-- Given data follows --

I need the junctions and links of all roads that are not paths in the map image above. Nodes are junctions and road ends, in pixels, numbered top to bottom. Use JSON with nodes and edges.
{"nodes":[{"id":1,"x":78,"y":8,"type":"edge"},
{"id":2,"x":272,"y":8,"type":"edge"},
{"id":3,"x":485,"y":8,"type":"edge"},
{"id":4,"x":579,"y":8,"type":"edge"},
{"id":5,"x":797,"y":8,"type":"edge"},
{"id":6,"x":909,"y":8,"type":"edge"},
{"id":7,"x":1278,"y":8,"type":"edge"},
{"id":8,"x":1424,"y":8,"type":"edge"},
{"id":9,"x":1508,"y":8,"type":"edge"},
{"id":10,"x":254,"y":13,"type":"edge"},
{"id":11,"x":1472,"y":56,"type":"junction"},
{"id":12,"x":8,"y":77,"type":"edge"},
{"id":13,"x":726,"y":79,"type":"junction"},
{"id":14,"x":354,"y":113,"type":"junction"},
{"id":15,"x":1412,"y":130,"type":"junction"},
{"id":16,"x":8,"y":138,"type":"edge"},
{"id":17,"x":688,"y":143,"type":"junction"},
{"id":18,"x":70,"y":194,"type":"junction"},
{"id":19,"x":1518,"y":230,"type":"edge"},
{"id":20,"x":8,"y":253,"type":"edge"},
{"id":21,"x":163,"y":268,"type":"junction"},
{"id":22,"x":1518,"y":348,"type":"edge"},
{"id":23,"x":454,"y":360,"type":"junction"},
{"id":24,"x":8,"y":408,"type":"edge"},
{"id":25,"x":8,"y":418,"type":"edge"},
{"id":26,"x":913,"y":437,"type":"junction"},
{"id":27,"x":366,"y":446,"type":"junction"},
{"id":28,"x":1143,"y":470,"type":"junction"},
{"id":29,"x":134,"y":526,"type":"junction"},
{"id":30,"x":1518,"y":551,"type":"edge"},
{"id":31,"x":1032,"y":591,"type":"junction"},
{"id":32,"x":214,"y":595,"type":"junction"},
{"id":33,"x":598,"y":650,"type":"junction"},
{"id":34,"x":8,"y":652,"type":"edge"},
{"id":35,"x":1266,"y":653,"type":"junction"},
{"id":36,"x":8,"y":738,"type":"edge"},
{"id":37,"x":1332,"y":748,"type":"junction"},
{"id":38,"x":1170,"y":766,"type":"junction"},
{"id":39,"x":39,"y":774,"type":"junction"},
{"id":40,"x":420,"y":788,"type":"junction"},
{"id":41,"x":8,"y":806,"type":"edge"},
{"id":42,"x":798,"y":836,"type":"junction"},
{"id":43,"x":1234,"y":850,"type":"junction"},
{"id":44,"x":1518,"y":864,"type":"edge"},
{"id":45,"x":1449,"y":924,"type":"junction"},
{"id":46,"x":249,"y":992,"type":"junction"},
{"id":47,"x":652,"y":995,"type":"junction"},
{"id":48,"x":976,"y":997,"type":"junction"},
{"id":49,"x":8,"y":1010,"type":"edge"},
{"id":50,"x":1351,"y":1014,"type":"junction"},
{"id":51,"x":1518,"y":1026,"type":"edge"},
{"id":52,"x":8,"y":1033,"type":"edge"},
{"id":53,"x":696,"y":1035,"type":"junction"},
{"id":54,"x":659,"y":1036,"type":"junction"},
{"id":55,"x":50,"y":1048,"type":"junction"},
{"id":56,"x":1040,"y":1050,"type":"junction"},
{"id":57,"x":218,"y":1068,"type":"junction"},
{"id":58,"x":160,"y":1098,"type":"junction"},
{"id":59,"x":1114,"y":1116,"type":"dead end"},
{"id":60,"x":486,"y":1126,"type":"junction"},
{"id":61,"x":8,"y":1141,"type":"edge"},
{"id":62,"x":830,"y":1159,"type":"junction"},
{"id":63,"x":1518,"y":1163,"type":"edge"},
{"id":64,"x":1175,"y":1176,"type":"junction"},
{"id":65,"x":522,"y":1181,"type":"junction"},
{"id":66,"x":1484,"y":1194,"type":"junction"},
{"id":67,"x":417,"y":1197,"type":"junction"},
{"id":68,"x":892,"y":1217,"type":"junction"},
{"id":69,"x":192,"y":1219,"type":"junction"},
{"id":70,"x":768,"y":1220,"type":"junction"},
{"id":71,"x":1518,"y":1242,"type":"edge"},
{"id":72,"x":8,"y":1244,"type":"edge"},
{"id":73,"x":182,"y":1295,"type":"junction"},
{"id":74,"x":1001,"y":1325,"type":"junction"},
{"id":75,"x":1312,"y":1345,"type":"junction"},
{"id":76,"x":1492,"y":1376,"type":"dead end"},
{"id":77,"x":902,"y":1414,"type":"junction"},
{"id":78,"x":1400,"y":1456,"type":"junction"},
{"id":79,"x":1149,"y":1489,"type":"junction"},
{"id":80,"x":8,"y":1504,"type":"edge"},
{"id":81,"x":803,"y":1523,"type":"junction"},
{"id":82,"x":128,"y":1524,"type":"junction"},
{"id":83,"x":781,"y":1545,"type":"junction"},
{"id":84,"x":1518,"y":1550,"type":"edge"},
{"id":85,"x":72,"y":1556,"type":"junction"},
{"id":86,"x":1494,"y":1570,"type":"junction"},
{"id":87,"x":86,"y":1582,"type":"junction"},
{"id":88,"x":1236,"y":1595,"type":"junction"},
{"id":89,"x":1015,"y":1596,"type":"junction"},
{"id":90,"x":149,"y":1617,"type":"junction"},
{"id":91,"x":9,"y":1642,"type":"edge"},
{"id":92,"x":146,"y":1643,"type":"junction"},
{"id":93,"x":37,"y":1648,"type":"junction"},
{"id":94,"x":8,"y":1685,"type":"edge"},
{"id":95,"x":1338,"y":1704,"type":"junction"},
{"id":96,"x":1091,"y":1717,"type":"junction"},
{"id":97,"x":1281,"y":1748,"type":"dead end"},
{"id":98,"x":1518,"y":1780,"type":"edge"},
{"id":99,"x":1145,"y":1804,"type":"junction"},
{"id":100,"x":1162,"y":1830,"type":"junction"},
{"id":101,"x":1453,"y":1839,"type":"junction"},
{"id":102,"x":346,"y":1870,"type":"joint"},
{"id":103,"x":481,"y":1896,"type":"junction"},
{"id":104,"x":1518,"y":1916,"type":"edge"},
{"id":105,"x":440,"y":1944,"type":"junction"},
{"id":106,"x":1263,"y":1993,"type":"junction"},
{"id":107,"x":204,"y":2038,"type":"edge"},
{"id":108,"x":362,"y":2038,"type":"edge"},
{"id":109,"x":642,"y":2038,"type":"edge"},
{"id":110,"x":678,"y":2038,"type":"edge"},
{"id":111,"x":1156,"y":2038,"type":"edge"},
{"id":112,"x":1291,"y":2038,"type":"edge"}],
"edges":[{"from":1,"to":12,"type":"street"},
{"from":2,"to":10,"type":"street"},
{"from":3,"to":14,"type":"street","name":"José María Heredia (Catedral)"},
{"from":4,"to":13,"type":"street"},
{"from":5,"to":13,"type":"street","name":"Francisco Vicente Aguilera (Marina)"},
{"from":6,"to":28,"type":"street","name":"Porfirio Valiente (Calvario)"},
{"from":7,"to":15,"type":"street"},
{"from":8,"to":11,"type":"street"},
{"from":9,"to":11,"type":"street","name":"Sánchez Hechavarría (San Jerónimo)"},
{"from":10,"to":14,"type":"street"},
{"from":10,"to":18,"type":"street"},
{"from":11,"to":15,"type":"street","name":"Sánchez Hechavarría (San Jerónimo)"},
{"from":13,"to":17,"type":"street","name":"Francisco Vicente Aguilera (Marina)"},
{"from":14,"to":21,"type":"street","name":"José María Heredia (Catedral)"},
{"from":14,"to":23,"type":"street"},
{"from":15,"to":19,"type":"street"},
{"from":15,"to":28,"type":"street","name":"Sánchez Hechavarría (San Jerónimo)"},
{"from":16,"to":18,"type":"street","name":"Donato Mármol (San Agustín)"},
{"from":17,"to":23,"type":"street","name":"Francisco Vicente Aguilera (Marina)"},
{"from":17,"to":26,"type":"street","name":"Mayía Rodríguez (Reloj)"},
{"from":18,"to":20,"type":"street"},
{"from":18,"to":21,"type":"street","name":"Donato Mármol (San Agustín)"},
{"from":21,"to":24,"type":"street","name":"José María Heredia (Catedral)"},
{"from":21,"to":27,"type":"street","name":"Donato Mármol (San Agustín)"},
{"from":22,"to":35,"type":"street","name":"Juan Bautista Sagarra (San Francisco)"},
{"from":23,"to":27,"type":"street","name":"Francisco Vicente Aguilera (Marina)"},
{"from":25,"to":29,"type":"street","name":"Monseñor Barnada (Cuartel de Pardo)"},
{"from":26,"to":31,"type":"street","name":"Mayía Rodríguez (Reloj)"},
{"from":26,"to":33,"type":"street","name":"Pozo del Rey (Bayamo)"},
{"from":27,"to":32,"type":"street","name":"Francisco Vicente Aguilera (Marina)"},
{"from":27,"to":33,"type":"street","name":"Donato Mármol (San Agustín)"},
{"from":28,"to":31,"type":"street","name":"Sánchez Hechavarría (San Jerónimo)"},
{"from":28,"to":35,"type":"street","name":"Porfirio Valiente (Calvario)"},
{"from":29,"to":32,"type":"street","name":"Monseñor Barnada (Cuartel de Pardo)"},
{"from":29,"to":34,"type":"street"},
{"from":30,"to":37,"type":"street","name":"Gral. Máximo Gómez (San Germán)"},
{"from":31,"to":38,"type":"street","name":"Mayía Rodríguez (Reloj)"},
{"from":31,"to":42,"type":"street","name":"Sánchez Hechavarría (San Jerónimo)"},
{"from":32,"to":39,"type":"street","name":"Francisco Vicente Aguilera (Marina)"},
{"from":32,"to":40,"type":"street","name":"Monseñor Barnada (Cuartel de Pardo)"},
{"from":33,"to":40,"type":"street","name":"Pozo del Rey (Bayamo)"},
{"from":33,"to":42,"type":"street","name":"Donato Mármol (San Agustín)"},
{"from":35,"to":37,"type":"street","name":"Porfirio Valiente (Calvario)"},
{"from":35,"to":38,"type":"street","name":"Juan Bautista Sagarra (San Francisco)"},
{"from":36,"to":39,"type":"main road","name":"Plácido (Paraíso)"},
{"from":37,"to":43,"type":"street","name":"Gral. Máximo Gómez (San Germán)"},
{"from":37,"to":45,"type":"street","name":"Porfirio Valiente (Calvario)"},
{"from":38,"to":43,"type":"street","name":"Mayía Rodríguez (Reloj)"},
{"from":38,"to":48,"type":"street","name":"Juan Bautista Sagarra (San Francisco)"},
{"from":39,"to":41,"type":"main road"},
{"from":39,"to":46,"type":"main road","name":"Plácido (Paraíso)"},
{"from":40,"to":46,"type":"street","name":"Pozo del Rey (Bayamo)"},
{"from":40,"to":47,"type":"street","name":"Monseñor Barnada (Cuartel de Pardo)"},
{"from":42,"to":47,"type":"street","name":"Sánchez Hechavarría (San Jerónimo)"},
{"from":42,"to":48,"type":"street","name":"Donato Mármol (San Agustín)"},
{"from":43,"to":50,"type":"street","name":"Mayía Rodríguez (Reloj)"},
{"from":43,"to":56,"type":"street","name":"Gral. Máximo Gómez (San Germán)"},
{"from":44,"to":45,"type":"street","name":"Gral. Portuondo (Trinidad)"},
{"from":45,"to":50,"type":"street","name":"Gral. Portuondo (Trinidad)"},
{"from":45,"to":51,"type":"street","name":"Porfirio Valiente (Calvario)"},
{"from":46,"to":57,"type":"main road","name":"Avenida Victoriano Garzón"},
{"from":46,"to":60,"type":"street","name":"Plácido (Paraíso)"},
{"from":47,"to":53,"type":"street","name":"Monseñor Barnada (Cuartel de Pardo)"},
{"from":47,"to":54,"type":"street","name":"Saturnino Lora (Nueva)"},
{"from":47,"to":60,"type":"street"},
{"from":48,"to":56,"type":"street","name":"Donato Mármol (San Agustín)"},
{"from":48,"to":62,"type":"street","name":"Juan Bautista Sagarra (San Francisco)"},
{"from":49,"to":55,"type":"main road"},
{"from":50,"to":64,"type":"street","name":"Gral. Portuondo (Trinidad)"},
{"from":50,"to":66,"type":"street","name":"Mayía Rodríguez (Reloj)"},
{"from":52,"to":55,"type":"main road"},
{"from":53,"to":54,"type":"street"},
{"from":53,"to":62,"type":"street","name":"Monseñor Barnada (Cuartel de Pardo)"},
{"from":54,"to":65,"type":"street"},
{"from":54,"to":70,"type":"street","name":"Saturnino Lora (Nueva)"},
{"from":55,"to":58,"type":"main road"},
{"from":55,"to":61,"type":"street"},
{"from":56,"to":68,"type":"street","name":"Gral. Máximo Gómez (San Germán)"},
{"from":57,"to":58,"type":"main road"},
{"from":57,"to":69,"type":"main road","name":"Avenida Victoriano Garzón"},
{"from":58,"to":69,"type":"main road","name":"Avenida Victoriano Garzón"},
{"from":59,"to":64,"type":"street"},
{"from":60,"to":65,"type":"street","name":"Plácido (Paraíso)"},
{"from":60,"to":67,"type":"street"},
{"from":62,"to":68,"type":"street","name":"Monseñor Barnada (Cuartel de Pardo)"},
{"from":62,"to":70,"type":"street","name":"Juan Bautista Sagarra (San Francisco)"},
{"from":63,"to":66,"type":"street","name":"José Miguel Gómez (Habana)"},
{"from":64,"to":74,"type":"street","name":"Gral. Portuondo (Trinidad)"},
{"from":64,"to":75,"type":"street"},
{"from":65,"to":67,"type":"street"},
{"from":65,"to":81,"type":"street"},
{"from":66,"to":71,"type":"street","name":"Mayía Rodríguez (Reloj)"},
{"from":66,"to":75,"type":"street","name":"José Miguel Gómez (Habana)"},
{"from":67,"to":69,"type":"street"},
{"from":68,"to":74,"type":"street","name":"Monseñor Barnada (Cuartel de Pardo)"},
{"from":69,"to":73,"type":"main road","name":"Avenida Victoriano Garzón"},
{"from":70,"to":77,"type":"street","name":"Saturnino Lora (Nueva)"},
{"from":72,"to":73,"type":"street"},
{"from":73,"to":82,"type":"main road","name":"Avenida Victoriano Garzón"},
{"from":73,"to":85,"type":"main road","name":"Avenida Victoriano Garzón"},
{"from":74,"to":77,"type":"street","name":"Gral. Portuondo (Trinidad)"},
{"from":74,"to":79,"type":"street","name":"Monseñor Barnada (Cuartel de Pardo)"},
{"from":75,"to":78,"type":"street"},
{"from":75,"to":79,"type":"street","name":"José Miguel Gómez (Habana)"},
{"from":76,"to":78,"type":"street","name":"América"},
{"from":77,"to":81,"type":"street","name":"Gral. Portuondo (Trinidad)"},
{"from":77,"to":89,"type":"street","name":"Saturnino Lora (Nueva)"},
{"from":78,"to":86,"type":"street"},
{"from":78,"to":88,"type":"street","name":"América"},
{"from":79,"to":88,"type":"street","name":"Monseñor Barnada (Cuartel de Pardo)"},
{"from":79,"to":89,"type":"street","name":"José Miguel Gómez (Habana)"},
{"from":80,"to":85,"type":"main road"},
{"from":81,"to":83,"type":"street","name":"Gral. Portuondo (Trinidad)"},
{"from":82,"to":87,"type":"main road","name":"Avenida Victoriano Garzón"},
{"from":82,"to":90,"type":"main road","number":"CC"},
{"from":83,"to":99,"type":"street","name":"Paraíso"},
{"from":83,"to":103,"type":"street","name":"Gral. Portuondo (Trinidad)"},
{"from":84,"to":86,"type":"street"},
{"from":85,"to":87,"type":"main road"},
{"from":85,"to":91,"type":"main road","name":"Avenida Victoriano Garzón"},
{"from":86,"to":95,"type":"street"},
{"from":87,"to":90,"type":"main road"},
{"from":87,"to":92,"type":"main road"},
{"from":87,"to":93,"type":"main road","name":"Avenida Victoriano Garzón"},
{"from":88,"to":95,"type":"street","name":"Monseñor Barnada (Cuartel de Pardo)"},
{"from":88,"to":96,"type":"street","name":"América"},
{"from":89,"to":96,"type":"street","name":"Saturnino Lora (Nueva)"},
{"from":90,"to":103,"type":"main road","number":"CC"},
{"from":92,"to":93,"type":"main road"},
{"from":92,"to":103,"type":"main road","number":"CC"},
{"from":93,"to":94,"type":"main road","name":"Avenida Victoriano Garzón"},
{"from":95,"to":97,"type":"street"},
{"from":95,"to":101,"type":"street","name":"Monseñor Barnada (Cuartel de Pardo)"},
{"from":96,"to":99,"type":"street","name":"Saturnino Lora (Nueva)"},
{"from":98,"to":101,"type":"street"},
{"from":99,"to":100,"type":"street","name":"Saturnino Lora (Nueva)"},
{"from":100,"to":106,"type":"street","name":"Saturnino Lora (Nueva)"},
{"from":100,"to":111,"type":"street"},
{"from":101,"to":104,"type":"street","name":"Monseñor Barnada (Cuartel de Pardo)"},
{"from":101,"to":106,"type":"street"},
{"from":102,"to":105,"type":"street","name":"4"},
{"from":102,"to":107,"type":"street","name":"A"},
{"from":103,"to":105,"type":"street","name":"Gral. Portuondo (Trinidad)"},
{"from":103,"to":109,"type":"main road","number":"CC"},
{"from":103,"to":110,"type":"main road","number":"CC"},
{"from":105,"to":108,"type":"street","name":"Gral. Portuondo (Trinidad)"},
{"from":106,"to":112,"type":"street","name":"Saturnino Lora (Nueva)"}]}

-- Given data concluded --

Directions for this task: Whenever a line above includes the string "Catedral", copy it.

Exercise response:
{"from":3,"to":14,"type":"street","name":"José María Heredia (Catedral)"},
{"from":14,"to":21,"type":"street","name":"José María Heredia (Catedral)"},
{"from":21,"to":24,"type":"street","name":"José María Heredia (Catedral)"},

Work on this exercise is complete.